Our square dance club has been using an L1 Compact in a temporary venue. We have just returned to our regular venue, a renovated 1950's style gymnasium, all hard surfaces. Echo makes it difficult to understand the caller's voice. We had a line level output from the caller's mixer going into channel 2 on the L1. We had the speaker set up using both extensions on the floor of a stage about 3 feet above the gymnasium floor, putting it a couple feet above the dancers' heads. If we only use one extension or use no extension and place the speaker on a table it would be about at the height of the dancers' heads. The mixers used by the callers only have a "tone" control for mic inputs, not real EQ capabilities. We have considered using a Mackie Mix 8 to give us more EQ control. Because it is a historical building we can't do any type of acoustic treatment. Are there things we can do with the speaker (e.g., cut bass way back, change the direction the speaker is pointing, etc.) to reduce the echo?
Using EQ will help, but it may not make a drastic difference. Every little bit helps though. Rolling off the bass to filter out unnecessary audio will tame the space a bit.

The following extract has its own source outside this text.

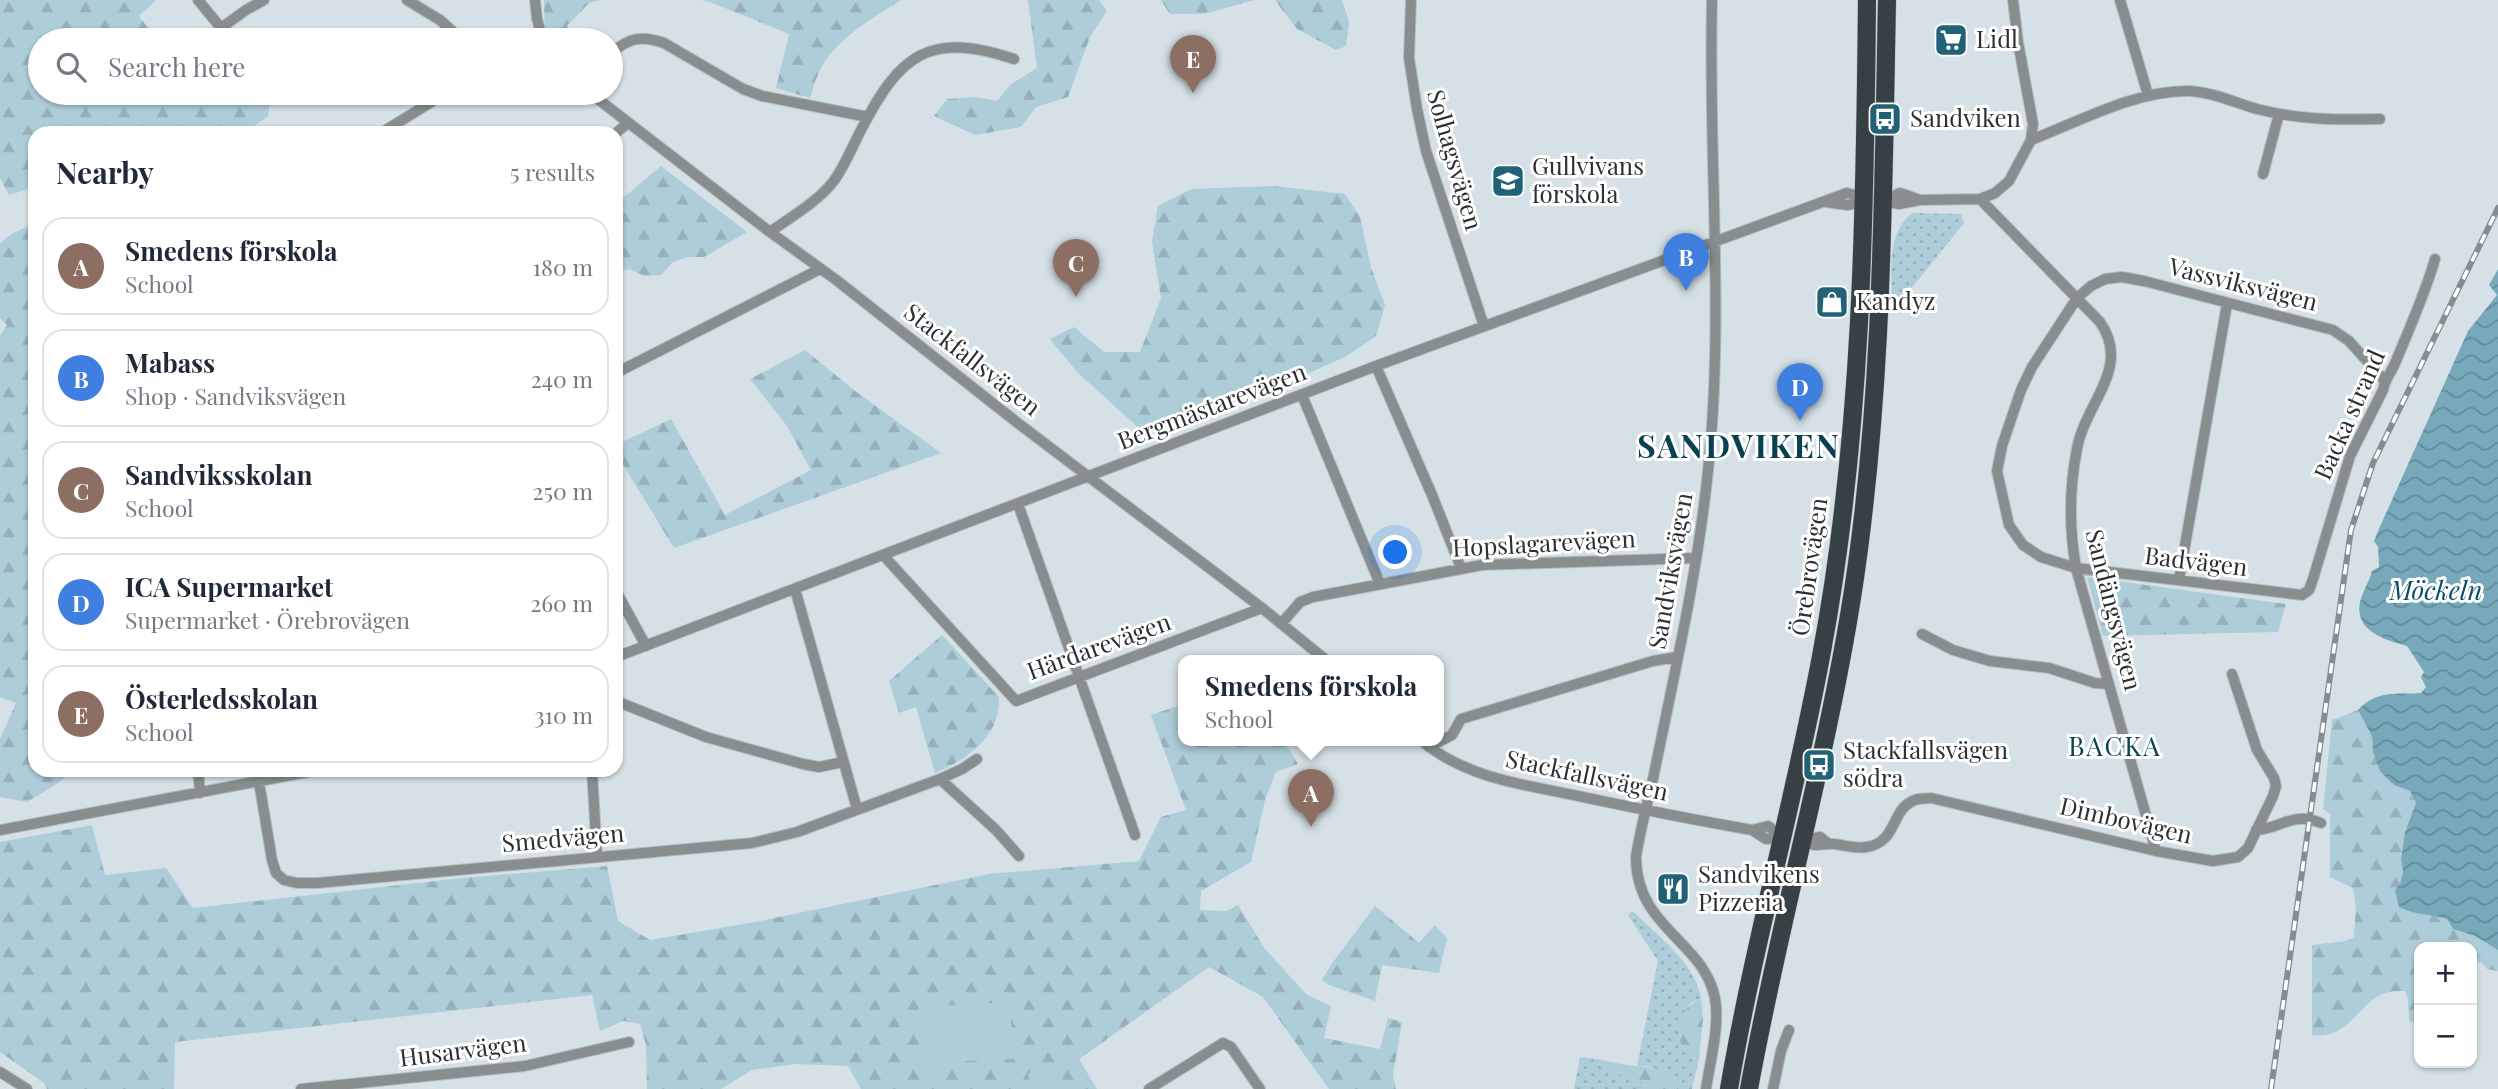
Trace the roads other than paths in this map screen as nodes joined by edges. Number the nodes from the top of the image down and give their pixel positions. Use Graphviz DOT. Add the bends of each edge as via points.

Ideally, the distance from the L1 speaker to the dancers' ears is as short as possible. It's a game of inches, but this will give the maximum "signal to noise ratio" of direct sound versus reflected. This means having the speaker at ear height and as close to the dancers' as possible.
It's also important for the microphone to be as close to the caller's mouth as possible, which also will increase the signal to noise ratio.
These are very small things that might add up, but ultimately, you're still working against the acoustics of the space.